> **What is needed**:
Exact copy, no pictures: set down every entry below as written.

Stored data
=-=-=

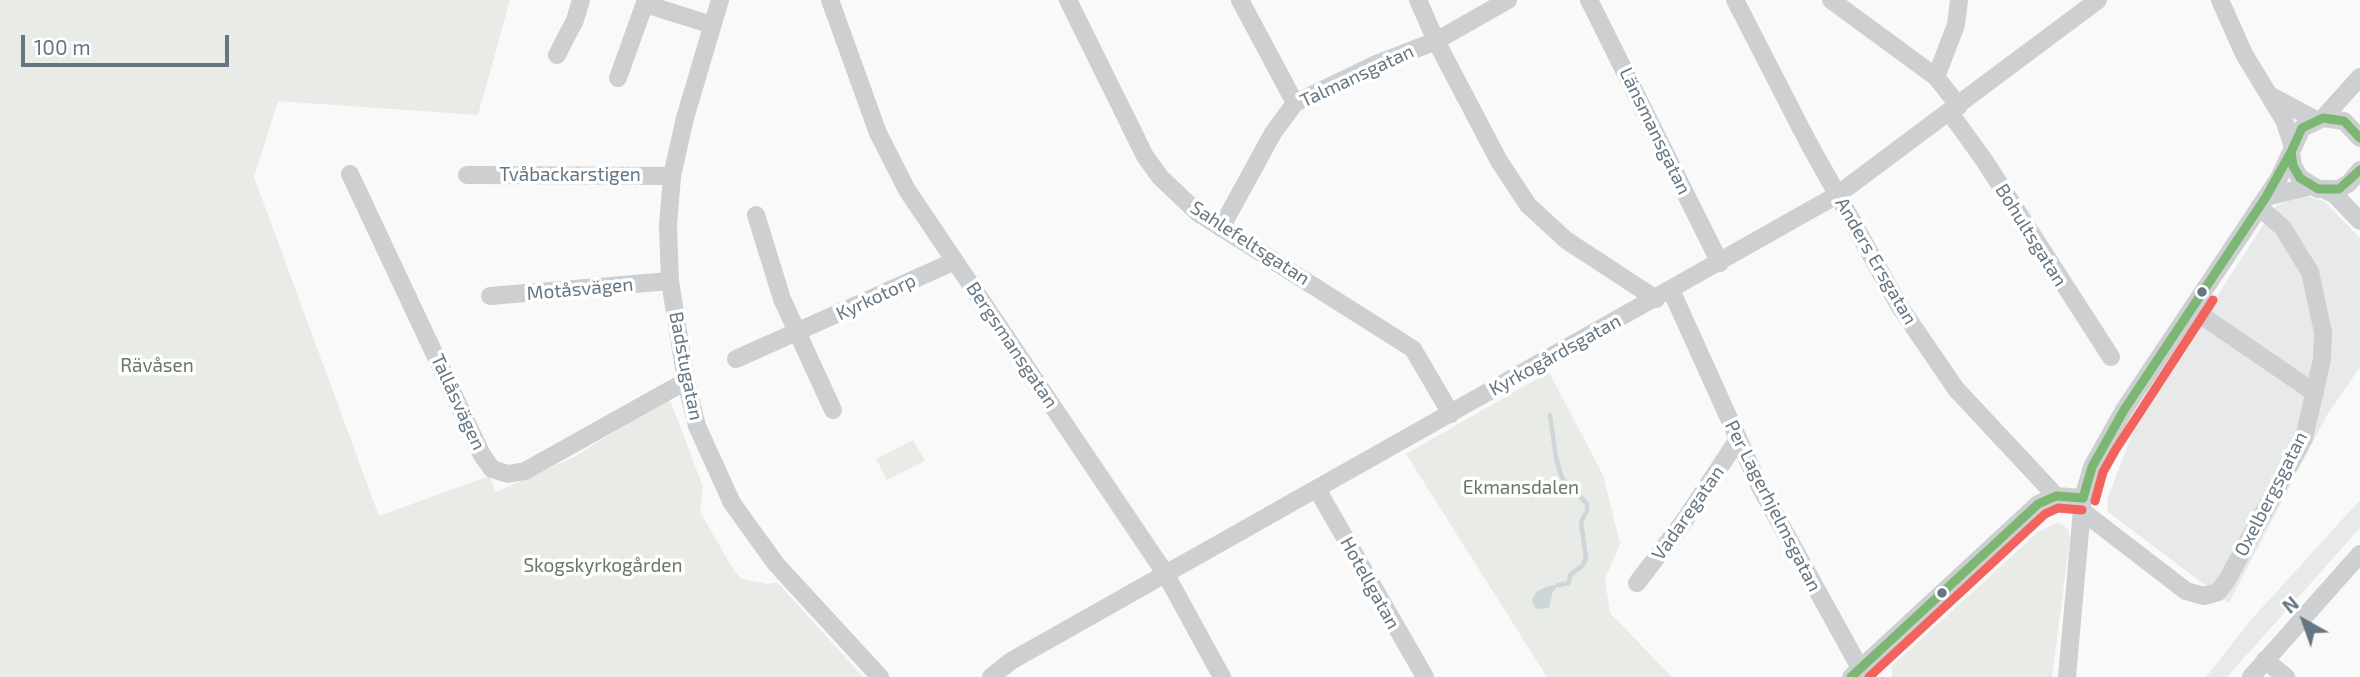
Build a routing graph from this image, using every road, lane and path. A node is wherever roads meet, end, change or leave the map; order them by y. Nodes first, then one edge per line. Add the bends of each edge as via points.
1 (581, 0) edge
2 (720, 0) edge
3 (830, 0) edge
4 (1068, 0) edge
5 (1240, 0) edge
6 (1418, 0) edge
7 (1508, 0) edge
8 (1589, 0) edge
9 (1735, 0) edge
10 (1831, 0) edge
11 (1959, 0) edge
12 (2098, 0) edge
13 (2220, 0) edge
14 (645, 2) edge
15 (712, 25) junction
16 (1436, 41) junction
17 (557, 55) dead end
18 (1936, 77) junction
19 (2360, 77) edge
20 (618, 78) dead end
21 (2271, 96) junction
22 (1295, 103) junction
23 (1954, 110) junction
24 (2319, 119) junction
25 (2360, 136) edge
26 (2292, 148) junction
27 (2360, 170) edge
28 (350, 174) dead end
29 (467, 175) dead end
30 (672, 176) junction
31 (2318, 188) junction
32 (1837, 195) junction
33 (2263, 202) junction
34 (756, 215) dead end
35 (2360, 221) edge
36 (1221, 228) junction
37 (955, 261) junction
38 (1720, 263) junction
39 (670, 281) junction
40 (1664, 294) junction
41 (490, 296) dead end
42 (2192, 309) junction
43 (798, 333) junction
44 (2111, 357) dead end
45 (736, 359) dead end
46 (686, 381) junction
47 (2315, 393) junction
48 (833, 410) dead end
49 (1451, 414) junction
50 (1737, 441) junction
51 (1317, 488) junction
52 (2056, 496) junction
53 (2083, 505) junction
54 (2360, 554) edge
55 (1165, 573) junction
56 (1637, 583) dead end
57 (2264, 660) junction
58 (1860, 674) edge
59 (880, 677) edge
60 (991, 677) edge
61 (1222, 677) edge
62 (1425, 677) edge
63 (2067, 677) edge
64 (2251, 677) edge
65 (2286, 677) edge

1 - 17 street
2 - 15 street, Badstugatan
3 - 37 street, Bergsmansgatan via 890,160
4 - 36 street, Sahlefeltsgatan via 1145,156 1180,198
5 - 22 street
6 - 16 street
7 - 16 street, Talmansgatan
8 - 38 street, Länsmansgatan
9 - 32 street, Anders Ersgatan
10 - 18 street, Bohultsgatan
11 - 18 street via 1956,25
12 - 23 street, Kyrkogårdsgatan
13 - 21 street via 2244,54
14 - 15 street
14 - 20 street
15 - 30 street, Badstugatan
16 - 22 street, Talmansgatan
16 - 40 street via 1499,161 1528,205 1566,240
18 - 23 street, Bohultsgatan
19 - 24 street
21 - 24 street
21 - 26 street
22 - 36 street, Talmansgatan via 1273,133
23 - 32 street, Kyrkogårdsgatan
23 - 44 street, Bohultsgatan
24 - 25 street via 2344,121
24 - 26 street via 2302,128
26 - 31 street via 2296,172
26 - 33 street
27 - 31 street via 2349,183
28 - 46 street, Tallåsvägen via 492,469 508,474 525,471
29 - 30 street, Tvåbackarstigen
30 - 39 street, Badstugatan
31 - 33 street
31 - 35 street via 2335,195
32 - 38 street, Kyrkogårdsgatan
32 - 52 street, Anders Ersgatan via 1900,307 1956,389
33 - 42 street
33 - 47 street, Oxelbergsgatan via 2310,272 2323,332
34 - 43 street via 770,267
36 - 49 street, Sahlefeltsgatan via 1413,349
37 - 43 street, Kyrkotorp
37 - 55 street, Bergsmansgatan
38 - 40 street, Kyrkogårdsgatan
39 - 41 street, Motåsvägen
39 - 46 street, Badstugatan
40 - 49 street, Kyrkogårdsgatan
40 - 50 street, Per Lagerhjelmsgatan
42 - 47 street
42 - 53 street via 2105,443 2092,467
43 - 45 street, Kyrkotorp
43 - 48 street
46 - 59 street, Badstugatan via 697,426 733,503 776,564
47 - 53 street, Oxelbergsgatan via 2304,438 2218,592 2204,596 2186,591
49 - 51 street, Kyrkogårdsgatan
50 - 56 street, Vadaregatan via 1685,521
50 - 58 street, Per Lagerhjelmsgatan
51 - 55 street, Kyrkogårdsgatan
51 - 62 street, Hotellgatan
52 - 53 street
52 - 58 street via 2038,504
53 - 63 street
54 - 57 street
55 - 60 street, Kyrkogårdsgatan
55 - 61 street, Bergsmansgatan
57 - 64 street
57 - 65 street

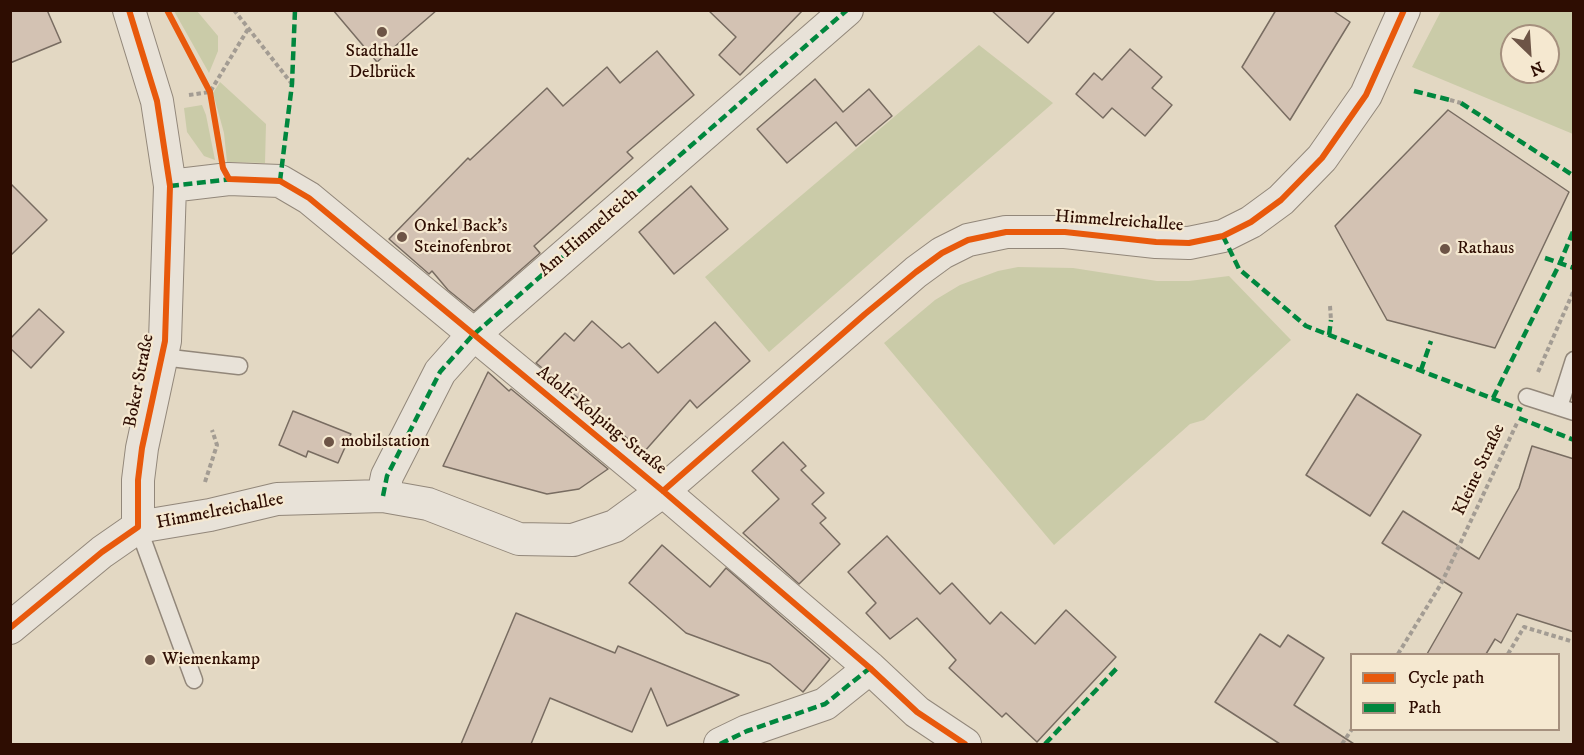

=-=-=

> **Task response**:
Build a routing graph from this image, using every road, lane and path. A node is wherever roads meet, end, change or leave the map; order them by y. Nodes first, then one edge per line. Add the bends of each edge as via points.
1 (581, 0) edge
2 (720, 0) edge
3 (830, 0) edge
4 (1068, 0) edge
5 (1240, 0) edge
6 (1418, 0) edge
7 (1508, 0) edge
8 (1589, 0) edge
9 (1735, 0) edge
10 (1831, 0) edge
11 (1959, 0) edge
12 (2098, 0) edge
13 (2220, 0) edge
14 (645, 2) edge
15 (712, 25) junction
16 (1436, 41) junction
17 (557, 55) dead end
18 (1936, 77) junction
19 (2360, 77) edge
20 (618, 78) dead end
21 (2271, 96) junction
22 (1295, 103) junction
23 (1954, 110) junction
24 (2319, 119) junction
25 (2360, 136) edge
26 (2292, 148) junction
27 (2360, 170) edge
28 (350, 174) dead end
29 (467, 175) dead end
30 (672, 176) junction
31 (2318, 188) junction
32 (1837, 195) junction
33 (2263, 202) junction
34 (756, 215) dead end
35 (2360, 221) edge
36 (1221, 228) junction
37 (955, 261) junction
38 (1720, 263) junction
39 (670, 281) junction
40 (1664, 294) junction
41 (490, 296) dead end
42 (2192, 309) junction
43 (798, 333) junction
44 (2111, 357) dead end
45 (736, 359) dead end
46 (686, 381) junction
47 (2315, 393) junction
48 (833, 410) dead end
49 (1451, 414) junction
50 (1737, 441) junction
51 (1317, 488) junction
52 (2056, 496) junction
53 (2083, 505) junction
54 (2360, 554) edge
55 (1165, 573) junction
56 (1637, 583) dead end
57 (2264, 660) junction
58 (1860, 674) edge
59 (880, 677) edge
60 (991, 677) edge
61 (1222, 677) edge
62 (1425, 677) edge
63 (2067, 677) edge
64 (2251, 677) edge
65 (2286, 677) edge

1 - 17 street
2 - 15 street, Badstugatan
3 - 37 street, Bergsmansgatan via 890,160
4 - 36 street, Sahlefeltsgatan via 1145,156 1180,198
5 - 22 street
6 - 16 street
7 - 16 street, Talmansgatan
8 - 38 street, Länsmansgatan
9 - 32 street, Anders Ersgatan
10 - 18 street, Bohultsgatan
11 - 18 street via 1956,25
12 - 23 street, Kyrkogårdsgatan
13 - 21 street via 2244,54
14 - 15 street
14 - 20 street
15 - 30 street, Badstugatan
16 - 22 street, Talmansgatan
16 - 40 street via 1499,161 1528,205 1566,240
18 - 23 street, Bohultsgatan
19 - 24 street
21 - 24 street
21 - 26 street
22 - 36 street, Talmansgatan via 1273,133
23 - 32 street, Kyrkogårdsgatan
23 - 44 street, Bohultsgatan
24 - 25 street via 2344,121
24 - 26 street via 2302,128
26 - 31 street via 2296,172
26 - 33 street
27 - 31 street via 2349,183
28 - 46 street, Tallåsvägen via 492,469 508,474 525,471
29 - 30 street, Tvåbackarstigen
30 - 39 street, Badstugatan
31 - 33 street
31 - 35 street via 2335,195
32 - 38 street, Kyrkogårdsgatan
32 - 52 street, Anders Ersgatan via 1900,307 1956,389
33 - 42 street
33 - 47 street, Oxelbergsgatan via 2310,272 2323,332
34 - 43 street via 770,267
36 - 49 street, Sahlefeltsgatan via 1413,349
37 - 43 street, Kyrkotorp
37 - 55 street, Bergsmansgatan
38 - 40 street, Kyrkogårdsgatan
39 - 41 street, Motåsvägen
39 - 46 street, Badstugatan
40 - 49 street, Kyrkogårdsgatan
40 - 50 street, Per Lagerhjelmsgatan
42 - 47 street
42 - 53 street via 2105,443 2092,467
43 - 45 street, Kyrkotorp
43 - 48 street
46 - 59 street, Badstugatan via 697,426 733,503 776,564
47 - 53 street, Oxelbergsgatan via 2304,438 2218,592 2204,596 2186,591
49 - 51 street, Kyrkogårdsgatan
50 - 56 street, Vadaregatan via 1685,521
50 - 58 street, Per Lagerhjelmsgatan
51 - 55 street, Kyrkogårdsgatan
51 - 62 street, Hotellgatan
52 - 53 street
52 - 58 street via 2038,504
53 - 63 street
54 - 57 street
55 - 60 street, Kyrkogårdsgatan
55 - 61 street, Bergsmansgatan
57 - 64 street
57 - 65 street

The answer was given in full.